Public Health in Africa to me means an all of government, people centered approach to health that combines pragmatism with vision. How do we get from where we are today to where we want to be in 50 years? As we set audacious goals such as manufacturing 60% of Africa’s vaccines by 2040 we will need to map out the investments that will bear fruit tomorrow and those that will bear fruit 20-50 years from now. Rapid adoption of technologies such as ‘vaccine manufacturing plant in a container’ may only be a stop gap measure. Investments into science, technology, engineering, mathematics from kindergarten through to tertiary education is critical to build the human resource base that is needed to innovate and develop novel healthcare solutions. Investments in building a middle class that pays taxes and enables government revenue to build and strengthen health systems and has the voice to make government accountable in its spending, supports public health initiatives and research into local diseases, will be critical.
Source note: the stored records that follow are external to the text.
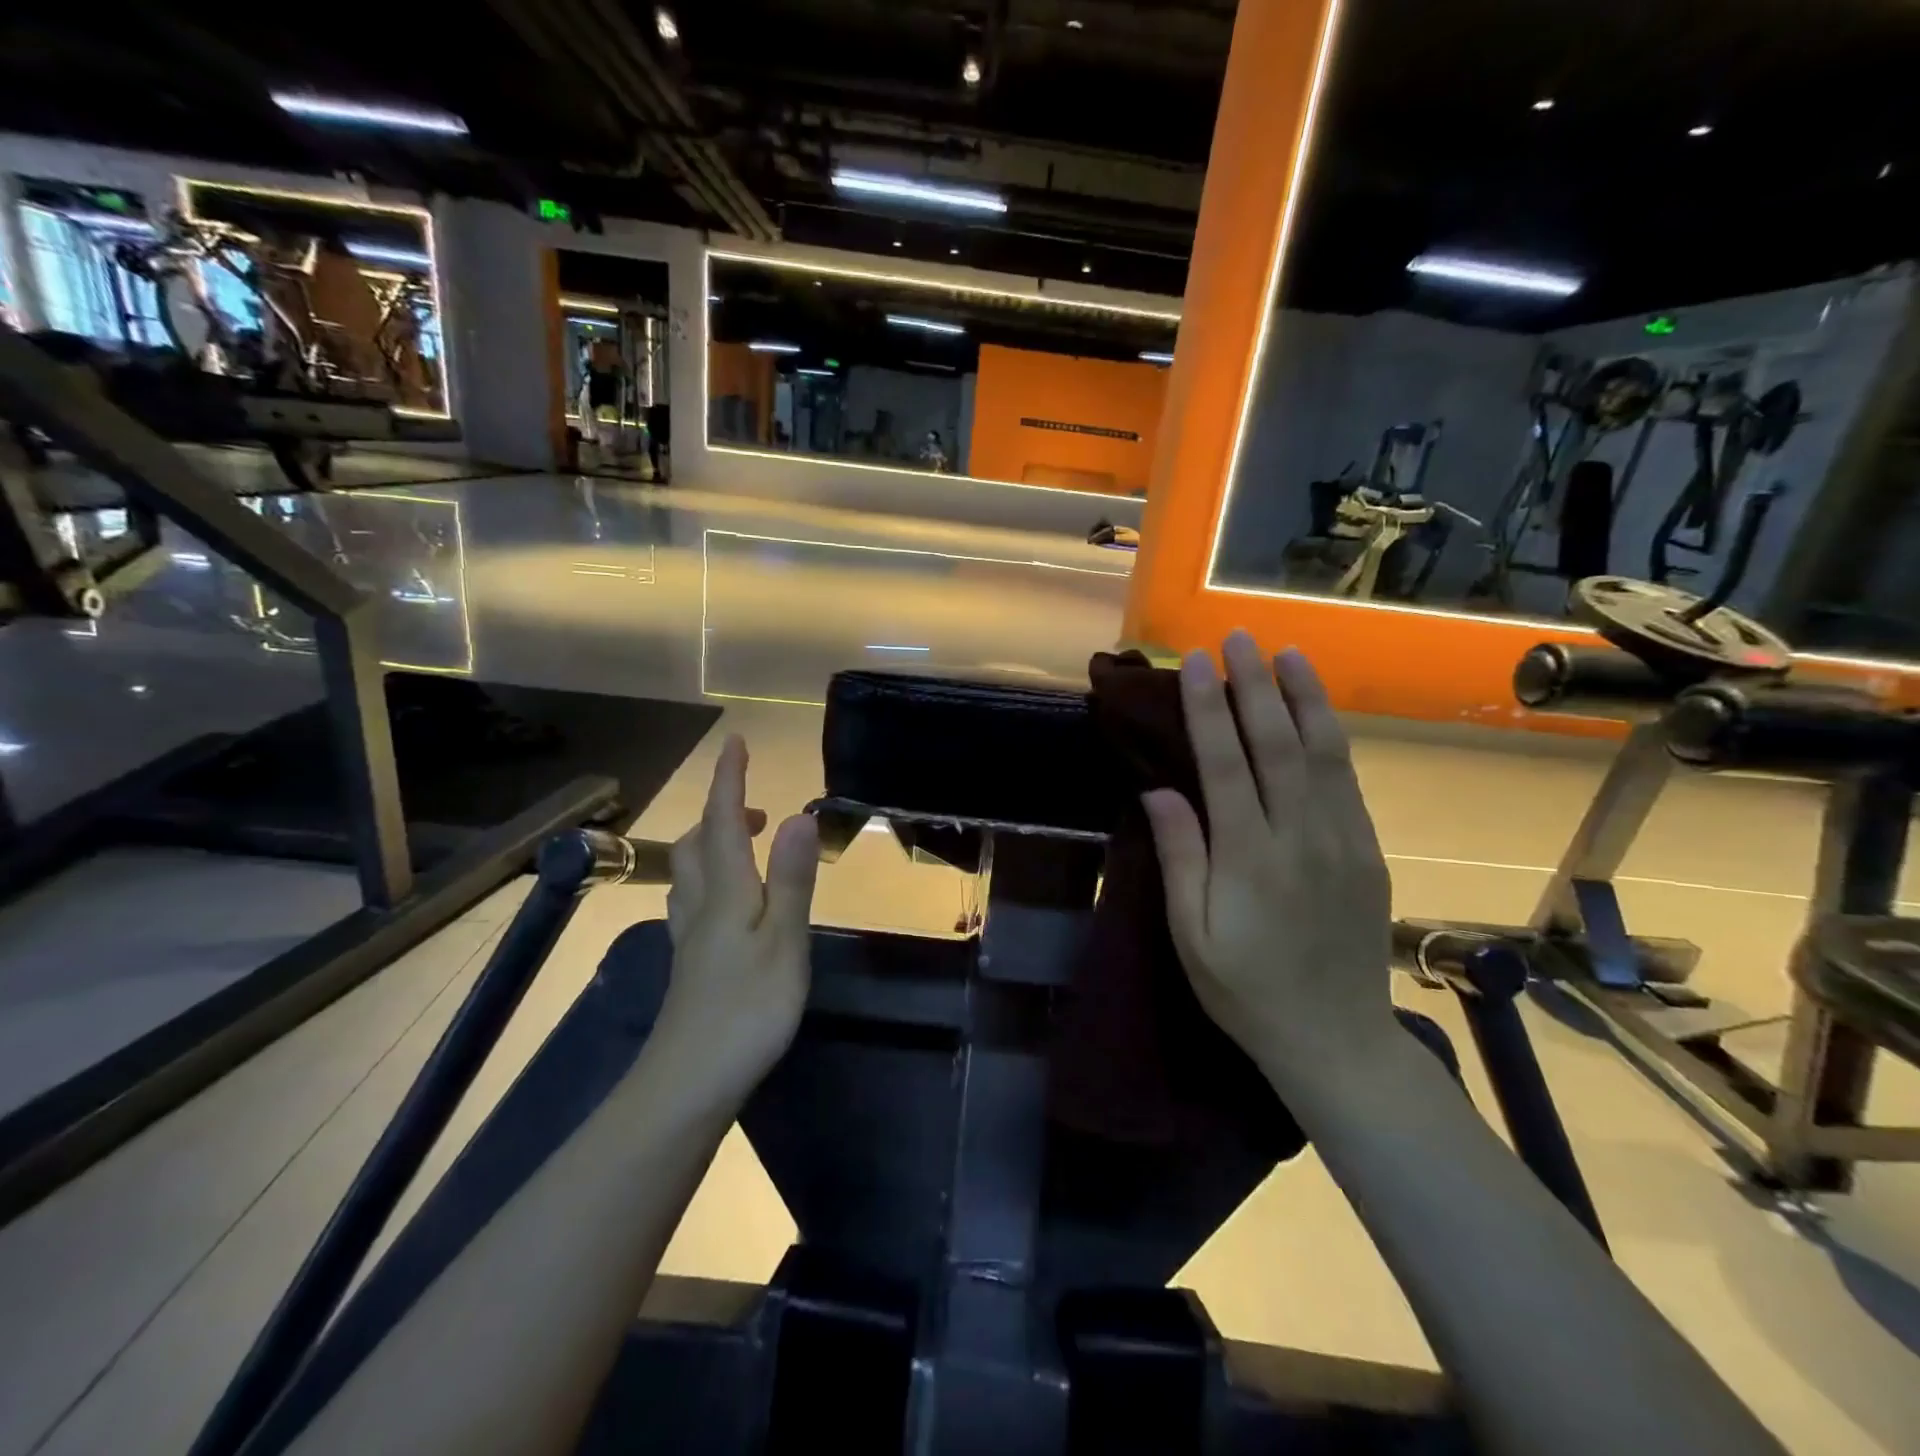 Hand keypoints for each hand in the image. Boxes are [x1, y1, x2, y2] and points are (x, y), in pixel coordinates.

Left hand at [658, 735, 819, 1090]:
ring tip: (745, 844)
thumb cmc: (747, 1009)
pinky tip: (725, 902)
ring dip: (713, 843)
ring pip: (689, 873)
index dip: (729, 780)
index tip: (736, 742)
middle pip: (699, 843)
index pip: (724, 822)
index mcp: (726, 891)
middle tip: (757, 808)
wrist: (689, 1081)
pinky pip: (693, 900)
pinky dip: (710, 879)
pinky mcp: (691, 963)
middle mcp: (700, 904)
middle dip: (722, 813)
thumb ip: (791, 879)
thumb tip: (798, 815)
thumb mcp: (784, 941)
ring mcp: (690, 936)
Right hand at [1142, 632, 1395, 1093]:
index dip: (1208, 709)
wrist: (1336, 1039)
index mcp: (1249, 859)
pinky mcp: (1366, 850)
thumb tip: (1159, 789)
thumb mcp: (1190, 936)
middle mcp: (1300, 837)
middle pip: (1277, 744)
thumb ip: (1180, 857)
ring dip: (1303, 698)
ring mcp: (1342, 840)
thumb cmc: (1244, 991)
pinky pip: (1346, 780)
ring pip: (1322, 753)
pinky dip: (1331, 736)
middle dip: (1255, 686)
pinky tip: (1317, 711)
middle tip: (1239, 638)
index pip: (1225, 764)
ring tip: (1288, 653)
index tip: (1195, 663)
A stable middle class will also fuel industries, economic growth and create a market for new innovations.
It seems to me that public health in Africa is not global health, or tropical medicine, or donor funded development assistance for health but perhaps can be defined as research and implementation of healthcare for the people, by the people to improve the health of individuals and their communities. Africa’s public health must be led by its political leadership with an all of government approach that works towards a bold vision to improve the lives of Africans.